I went Lou Ferrigno on our agent. Granted, she was the messenger, but frankly she had been very passive and annoying during the process. She had been badgering us with questions about how we cleaned the basement and bringing in a different cleaning company instead of, you know, selling the goddamned house. I laid out a cell-phone salvo where I said I was ready to blow the whole deal up just to keep Lord and Lady Douchebag from owning the house. We had left our child behind to meet their demands, and they couldn’t deign to visit us because they felt “pressured”? Our agent tried to calm me down, and at one point changed the topic to other possible cleaning solutions. “I don’t want to talk about fucking cleaning products!” I said. “You are a real estate agent, not some cleaning expert.”
If the squeaky wheel gets the grease, then the screaming wheel gets the KY, because lo and behold, Lord and Lady Douchebag changed their minds and said they would come on Friday. That happened to be the day the movers came, because while Lord Douchebag was cavalier about the closing date, we still had to stick to the moving date we had arranged in order to meet their Douchebag demands. Their highnesses came, they smelled and we conquered. Our agent said that they didn’t smell anything. Huzzah!
Except not. The Douchebags were worried that the smell would come back, like a monster from Stephen King’s Pet Dysentery. They still wanted to smell it again Monday. TLB, also known in our relationship as “The Smart One,” figured the deal was over, and that they were just delaying the inevitable. I, known as “The Other One,” thought we still had a chance.
Guess who was right?
Our agent called on Monday. The Douchebags had given the basement four nostrils down, and I knew for a fact that they were just looking for a way to back out. We were positive the basement was fine, fine enough that what had not seemed like a big issue to them shouldn’t have become a deal breaker later on.
In the end, it’s not so much that they didn’t buy the house that angered me, it’s the way they didn’t buy the house. The LeBronned us for a few weeks instead of just making up their minds and letting us know. The worst part was the inconsideration. They treated the whole process like they were shopping for fruit, as if our house was a cantaloupe they could tap for a while and put back whenever they wanted. They didn’t seem to comprehend that, in order for them to move in, people had to actually move out.
So, we’re left with an empty (albeit cleaned) house in Marquette that’s still on the market, with a sad, empty Cock Pit just waiting to shake again with the sound of poorly played plastic drums. Meanwhile, we received no earnest money from his Lordship, because you can’t disprove a subjective condition.
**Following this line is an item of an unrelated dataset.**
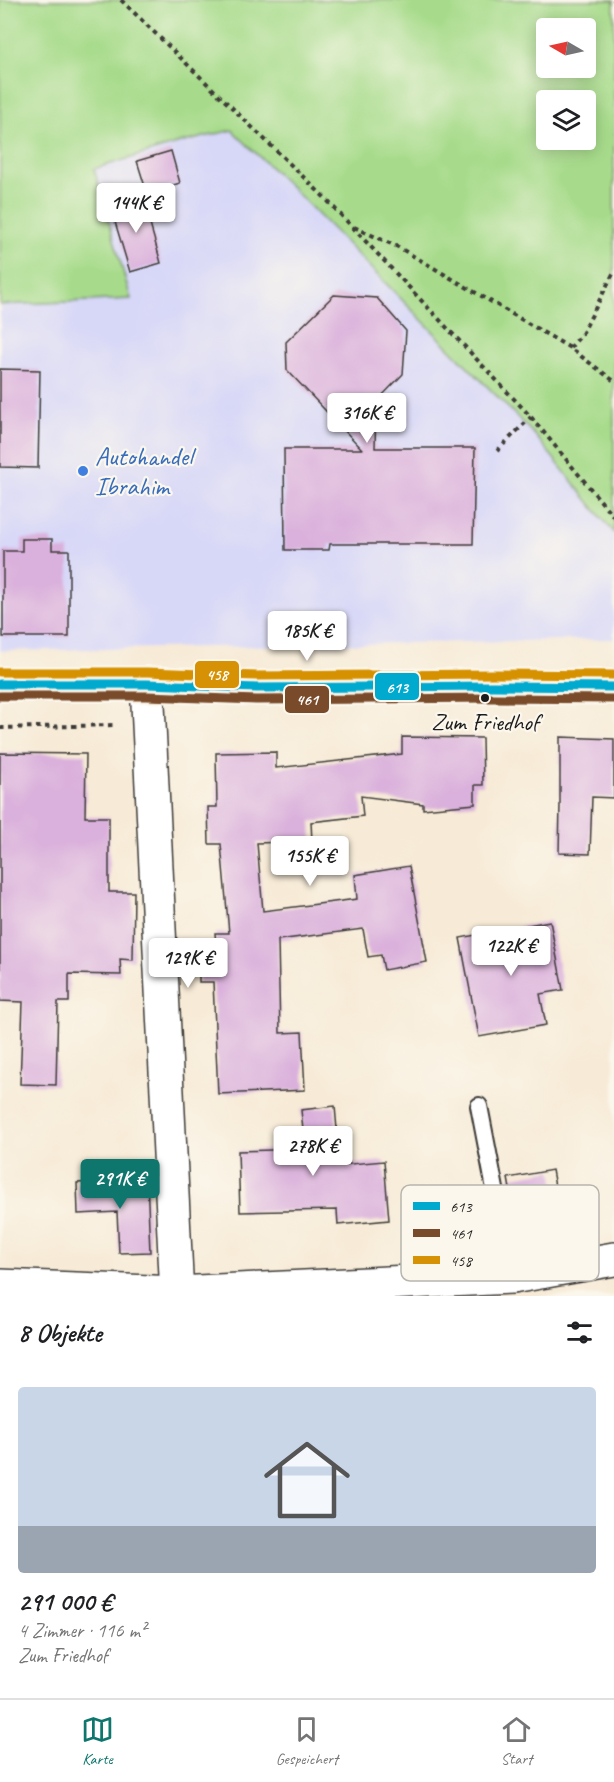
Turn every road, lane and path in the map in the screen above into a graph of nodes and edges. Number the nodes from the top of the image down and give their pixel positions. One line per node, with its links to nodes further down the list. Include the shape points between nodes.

They weren’t satisfied, ergo we got no money for taking our house off the market during the 30 days we tried to please them. I blame myself for not being more savvy and will definitely never agree to something like that again.
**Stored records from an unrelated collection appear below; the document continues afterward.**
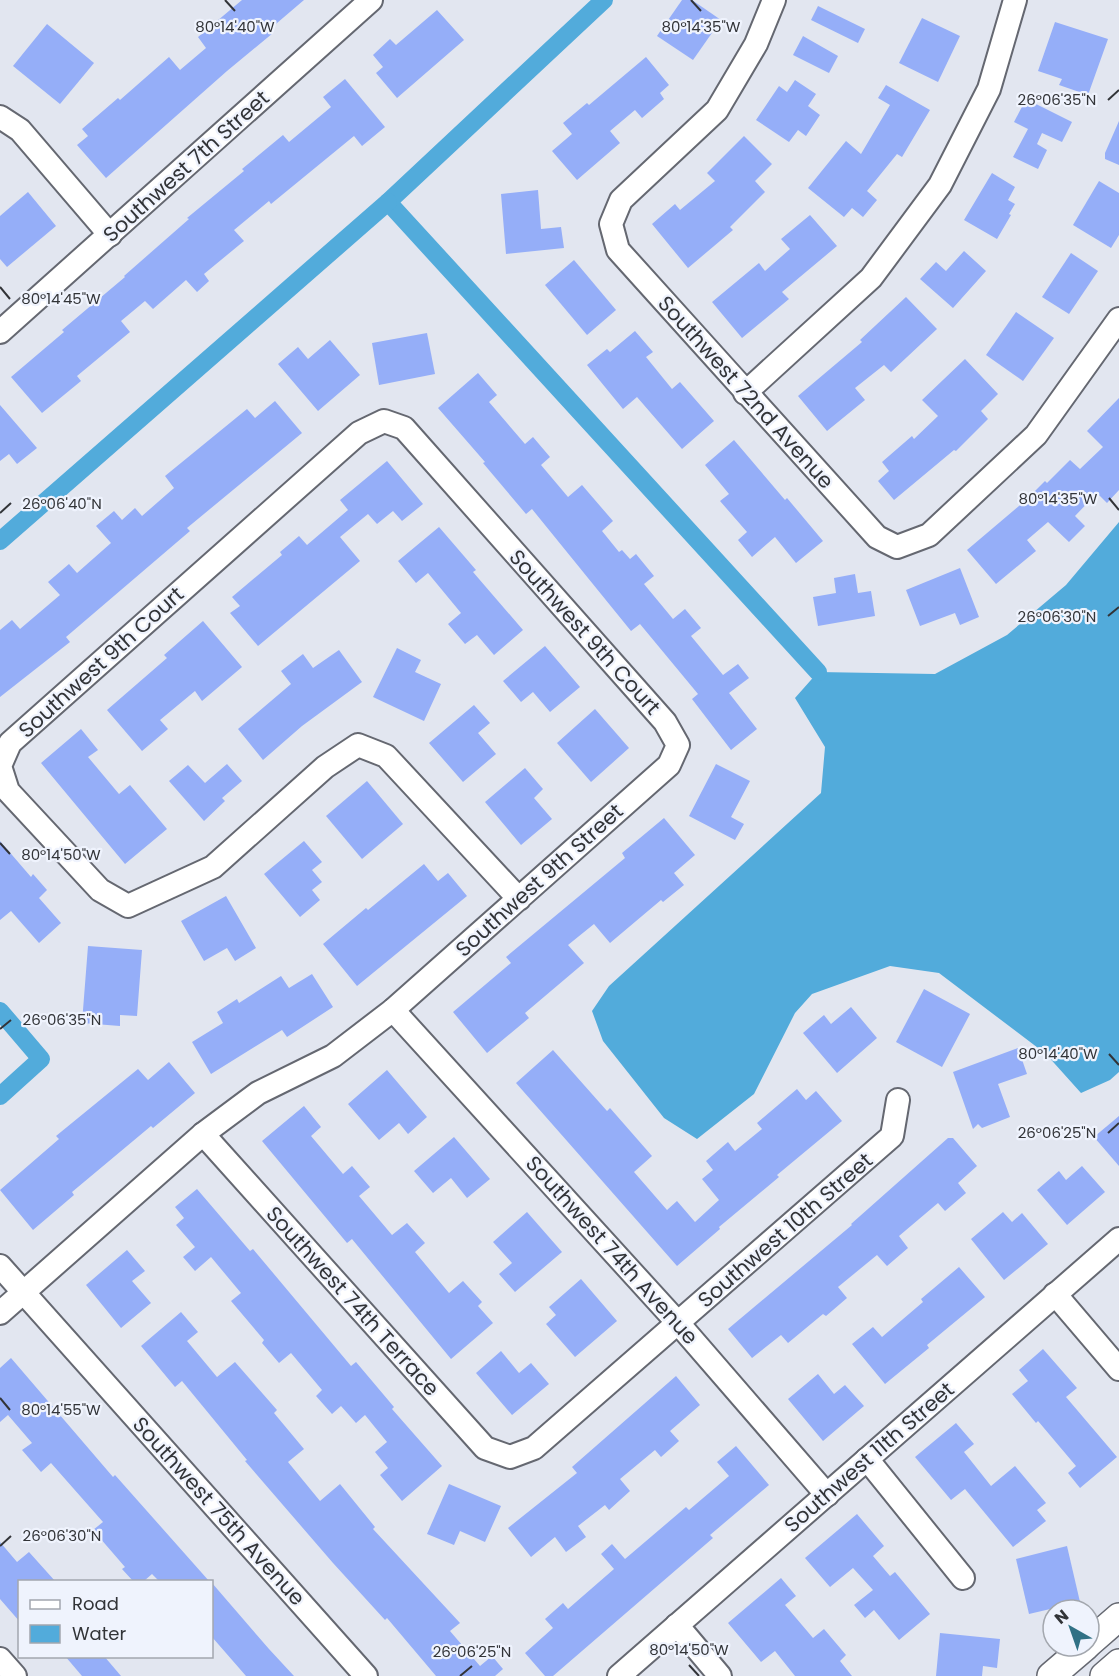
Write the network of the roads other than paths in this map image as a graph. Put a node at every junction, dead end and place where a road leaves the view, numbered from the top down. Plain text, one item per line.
1 (371, 0) edge
2 (774, 0) edge
3 (1015, 0) edge
4 (0, 117) edge
5 (110, 235) junction
6 (1119, 319) edge
7 (0, 332) edge
8 (745, 393) junction
9 (678, 745) joint
10 (519, 899) junction
11 (393, 1010) junction
12 (898, 1100) dead end
13 (203, 1134) junction
14 (1119, 1239) edge
15 (0, 1266) edge
16 (23, 1292) junction
17 (1055, 1294) junction
18 (0, 1313) edge
19 (678, 1323) junction
20 (1119, 1369) edge
21 (510, 1457) joint
22 (867, 1459) junction
23 (827, 1494) junction
24 (963, 1578) dead end
25 (1119, 1617) edge
26 (677, 1625) junction
27 (1101, 1633) edge
28 (1072, 1658) edge
29 (0, 1659) edge
30 (1119, 1663) edge
31 (15, 1676) edge
32 (366, 1676) edge
33 (619, 1676) edge
34 (720, 1676) edge
35 (1051, 1676) edge
36 (1104, 1676) edge

1 - 5 street, Southwest 7th Street
2 - 8 street, Southwest 72nd Avenue
3 - 8 street
4 - 5 street
5 - 7 street, Southwest 7th Street
6 - 8 street, Southwest 72nd Avenue
9 - 10 street, Southwest 9th Street
9 - 10 street, Southwest 9th Court
10 - 11 street, Southwest 9th Street
11 - 13 street, Southwest 9th Street
11 - 19 street, Southwest 74th Avenue
12 - 19 street, Southwest 10th Street
13 - 16 street
13 - 21 street, Southwest 74th Terrace
14 - 17 street, Southwest 11th Street
15 - 16 street, Southwest 75th Avenue
16 - 18 street
16 - 32 street, Southwest 75th Avenue
17 - 20 street
17 - 22 street, Southwest 11th Street
19 - 21 street, Southwest 10th Street
19 - 23 street, Southwest 74th Avenue
22 - 23 street, Southwest 11th Street
22 - 24 street
23 - 26 street, Southwest 11th Street
25 - 27 main road
26 - 33 street, Southwest 11th Street
26 - 34 street
28 - 35 main road
29 - 31 street
30 - 36 main road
We are, however, out of the UP. Despite all the frustration, expense, and aggravation this has caused...despite the last month leaving me mentally and physically exhausted, to the point where creating a Top Ten full of low-hanging dick jokes seemed too taxing...despite having to take care of a house I no longer live in...I’m no longer dealing with all of this while living in the second-snowiest city in the lower 48. I’ll take going through The Tale of Lord and Lady Douchebag by Alexander Dumbass over not having a way out of the UP. Now I just hope we find a buyer and that the house finds an owner who appreciates it, one who will love what the UP has to offer.